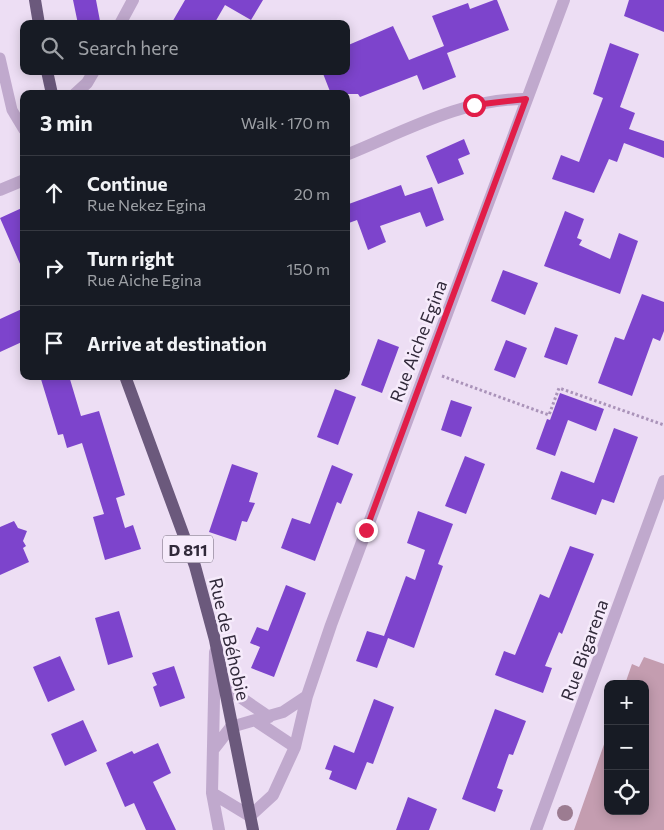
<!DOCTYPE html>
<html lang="en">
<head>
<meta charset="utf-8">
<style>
  :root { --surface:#171b24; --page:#242831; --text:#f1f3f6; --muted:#9ea1a6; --line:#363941 }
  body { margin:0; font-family:Commissioner,sans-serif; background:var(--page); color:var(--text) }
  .controls { position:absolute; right:15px; bottom:15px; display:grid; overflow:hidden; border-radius:10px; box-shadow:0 2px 12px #0003 }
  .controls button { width:45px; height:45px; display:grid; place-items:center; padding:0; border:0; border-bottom:1px solid var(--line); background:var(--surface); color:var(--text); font:25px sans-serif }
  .stop { position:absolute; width:15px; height:15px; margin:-11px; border:4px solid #e11d48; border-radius:50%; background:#fff }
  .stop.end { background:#e11d48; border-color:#fff; box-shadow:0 1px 5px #0008 }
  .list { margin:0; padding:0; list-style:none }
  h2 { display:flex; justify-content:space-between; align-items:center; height:65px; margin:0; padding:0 20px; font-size:21px }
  h2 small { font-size:16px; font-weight:400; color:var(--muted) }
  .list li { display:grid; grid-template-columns:32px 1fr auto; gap:15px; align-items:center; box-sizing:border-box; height:75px; padding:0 20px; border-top:1px solid var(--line) }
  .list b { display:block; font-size:19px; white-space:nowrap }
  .list p { margin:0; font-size:16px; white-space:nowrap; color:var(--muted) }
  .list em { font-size:16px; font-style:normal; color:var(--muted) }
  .icon { flex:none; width:28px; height:28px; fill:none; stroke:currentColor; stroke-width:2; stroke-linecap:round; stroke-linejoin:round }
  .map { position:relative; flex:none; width:664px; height:830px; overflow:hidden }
  .search { position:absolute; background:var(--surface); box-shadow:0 2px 12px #0003; left:20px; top:20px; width:330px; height:55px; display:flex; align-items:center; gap:12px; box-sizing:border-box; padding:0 18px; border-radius:10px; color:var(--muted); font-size:19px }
  .panel { position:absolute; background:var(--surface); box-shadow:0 2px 12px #0003; left:20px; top:90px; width:330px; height:290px; border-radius:10px }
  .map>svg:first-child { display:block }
  .green { fill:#c49db0 }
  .building { fill:#7d44cc }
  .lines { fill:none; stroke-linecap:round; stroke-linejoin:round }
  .path { stroke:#aa93b9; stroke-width:3; stroke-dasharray:2.5 2.5; stroke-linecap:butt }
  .service { stroke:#c0a9cd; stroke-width:11 }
  .minor { stroke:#c0a9cd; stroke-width:12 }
  .tertiary { stroke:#c0a9cd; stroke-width:12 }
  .primary { stroke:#6b597c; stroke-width:12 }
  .tree { fill:#9c7c91 }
  .route { stroke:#e11d48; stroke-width:6 }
  .labels { text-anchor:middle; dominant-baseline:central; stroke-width:5; stroke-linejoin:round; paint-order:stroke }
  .shield { fill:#f6ebfb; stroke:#6c6374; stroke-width:1 }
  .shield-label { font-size:16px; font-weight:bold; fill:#31293a }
  .street-label { font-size:18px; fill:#31293a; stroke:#f6ebfb }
</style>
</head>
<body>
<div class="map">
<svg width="664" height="830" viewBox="0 0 664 830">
  <rect width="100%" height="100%" fill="#eddef4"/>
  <path class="green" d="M 644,657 L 664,664 L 664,830 L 574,830 L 608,733 L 608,811 L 645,811 L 645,684 L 625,684 L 632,664 L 639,667 Z"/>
  <path class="building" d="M 73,0 L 96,0 L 100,21 L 78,24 Z
    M 185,0 L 263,0 L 251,20 L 225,5 L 214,24 L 171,24 Z
    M 494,0 L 497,0 L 509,30 L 447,53 L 456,77 L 423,90 L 417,75 L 360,97 L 358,94 L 331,94 L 322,71 L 346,71 L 346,46 L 393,26 L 409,60 L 444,46 L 432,16 L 468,3 L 470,9 Z
    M 629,0 L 664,0 L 664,32 L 624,16 Z
    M 610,43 L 639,54 L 620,107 L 635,113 L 629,129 L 664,141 L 664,158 L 624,143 L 617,162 L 609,159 L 594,193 L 552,179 L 561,155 L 579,162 L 603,98 L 593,94 Z
    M 464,139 L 470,154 L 458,159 L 464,174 L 438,184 L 426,156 Z
    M 401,185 L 405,196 L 432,187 L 444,220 L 426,227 L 420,212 L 380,226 L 386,242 L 368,250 L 357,220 L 346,224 L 346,205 Z
    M 24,207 L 24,273 L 0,218 Z
    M 565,211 L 584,219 L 577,238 L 582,240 L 579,245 L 610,259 L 619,233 L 638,241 L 620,294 L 544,266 Z
    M 503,270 L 538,283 L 525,315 L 491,301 Z
    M 642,294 L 664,302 L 664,331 L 660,341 L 653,338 L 632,396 L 598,383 L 615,337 L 624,340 Z
    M 24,308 L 24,341 L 0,352 L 0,319 Z
    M 555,327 L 578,335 L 567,365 L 544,357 Z
    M 378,339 L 399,347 L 382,393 L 361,385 Z
    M 506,340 L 527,348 L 515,378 L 494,370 Z
    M 40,376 L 69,376 L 81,416 L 99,411 L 125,495 L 116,498 L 125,528 L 133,525 L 141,549 L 105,560 L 93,517 L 104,514 L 82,443 L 67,448 L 63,434 L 58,435 Z
    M 335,389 L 356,397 L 338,445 L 317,437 Z
    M 560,393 L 604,409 L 596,431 L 568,420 L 555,456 L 536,449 L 547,419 L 550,420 Z
    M 451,400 L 472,407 L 461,437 L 441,430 Z
    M 614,428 L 638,437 L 614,503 L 602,499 L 596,515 L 551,499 L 561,471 L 594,483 Z
    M 465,456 L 485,464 L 466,514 L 445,506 Z
    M 232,464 L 258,473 L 249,502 L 255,503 L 247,522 L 242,521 L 236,541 L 209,532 Z
    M 332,465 L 353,474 L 341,504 L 337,502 L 315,561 L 281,548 L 292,518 L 310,524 Z
    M 418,511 L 453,524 L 438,564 L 443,566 L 414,648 L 388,638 L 377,668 L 356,661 L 367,631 L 384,636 L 406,576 L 415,580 L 425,550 L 407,543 Z
    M 14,521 L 18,528 L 27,531 L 23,541 L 26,546 L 23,548 L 29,562 L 0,575 L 0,527 Z
    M 570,546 L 594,554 L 562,634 L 559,632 L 545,666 L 552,668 L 543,693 L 495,675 L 504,651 L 515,655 L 540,594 L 549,598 Z
    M 286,585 L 306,593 L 274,677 L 251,668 L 260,647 L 250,643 L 257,627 L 268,631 Z
    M 119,611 L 133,657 L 108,665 L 95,618 Z
    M 60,656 L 75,690 L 48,702 L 33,667 Z
    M 174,666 L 185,698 L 160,707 L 153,687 L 157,685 L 152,673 Z
    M 374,699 L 394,707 L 373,764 L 367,762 L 356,790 L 329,779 L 332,771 L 325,769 L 334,745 L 354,753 Z
    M 495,709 L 526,721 L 513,755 L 509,754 L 497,788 L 503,790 L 495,812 L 462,799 Z
    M 83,720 L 97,751 L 65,766 L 51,734 Z
    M 158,743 L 171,773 L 153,782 L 176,830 L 146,830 L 134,803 L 125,807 L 106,763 L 132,751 L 134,754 Z
    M 408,797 L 437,809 L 429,830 L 396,830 Z"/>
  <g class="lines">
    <path class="path" d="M 442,376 L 549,415 L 559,388 L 664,425"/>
    <path class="service" d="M 0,58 L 12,110 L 24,130"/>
    <path class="minor" d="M 120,24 L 133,0
      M 75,94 L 87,83 L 94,71
      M 346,155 C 403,132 463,98 526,99
      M 0,190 L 24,180
      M 215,652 L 212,793 L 219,830
      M 213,750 L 231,727
      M 212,793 L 250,816
      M 536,830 L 664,481"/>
    <path class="tertiary" d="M 224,686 L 269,717
      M 256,721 L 295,747
      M 231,727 L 283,712 L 307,696
      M 250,816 L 273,795 L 295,747 L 307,696 L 331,625 L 564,0"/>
    <path class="primary" d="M 35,0 L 39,24
      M 47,71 L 52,94
      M 125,376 L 195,566 L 215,640 L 253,830"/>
  </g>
  <circle class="tree" cx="565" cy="813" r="8"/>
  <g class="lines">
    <path class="route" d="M 366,530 L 526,99 L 474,105"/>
  </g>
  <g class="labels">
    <rect class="shield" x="163" y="535.5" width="50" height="27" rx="4"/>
    <g class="shield-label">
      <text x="188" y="549">D 811</text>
    </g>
    <g class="street-label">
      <text transform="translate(418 341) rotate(-69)">Rue Aiche Egina</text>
      <text transform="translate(230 639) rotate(77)">Rue de Béhobie</text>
      <text transform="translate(584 650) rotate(-70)">Rue Bigarena</text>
    </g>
  </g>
</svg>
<div class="controls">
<button>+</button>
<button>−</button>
<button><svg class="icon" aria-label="locate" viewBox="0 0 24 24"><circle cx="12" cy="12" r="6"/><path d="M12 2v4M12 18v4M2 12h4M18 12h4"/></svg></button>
</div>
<div class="stop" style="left:474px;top:105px"></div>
<div class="stop end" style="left:366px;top:530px"></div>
<div class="search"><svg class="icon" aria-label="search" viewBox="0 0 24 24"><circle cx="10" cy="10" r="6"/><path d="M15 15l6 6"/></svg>Search here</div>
<section class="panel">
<h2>3 min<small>Walk · 170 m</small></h2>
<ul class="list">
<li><svg class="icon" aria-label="ahead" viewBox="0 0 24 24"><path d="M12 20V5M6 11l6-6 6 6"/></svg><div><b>Continue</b><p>Rue Nekez Egina</p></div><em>20 m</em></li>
<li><svg class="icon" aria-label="right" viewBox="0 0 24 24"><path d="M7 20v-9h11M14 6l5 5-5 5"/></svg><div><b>Turn right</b><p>Rue Aiche Egina</p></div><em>150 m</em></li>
<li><svg class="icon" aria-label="arrive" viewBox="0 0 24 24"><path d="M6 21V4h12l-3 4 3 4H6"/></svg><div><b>Arrive at destination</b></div></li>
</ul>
</section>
</div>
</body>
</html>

+++++

- [PROBLEM TO WORK ON] Could you work out how many lines in the records include "grid"? Answer with the number only.

- [ANSWER TO THE PROBLEM] 3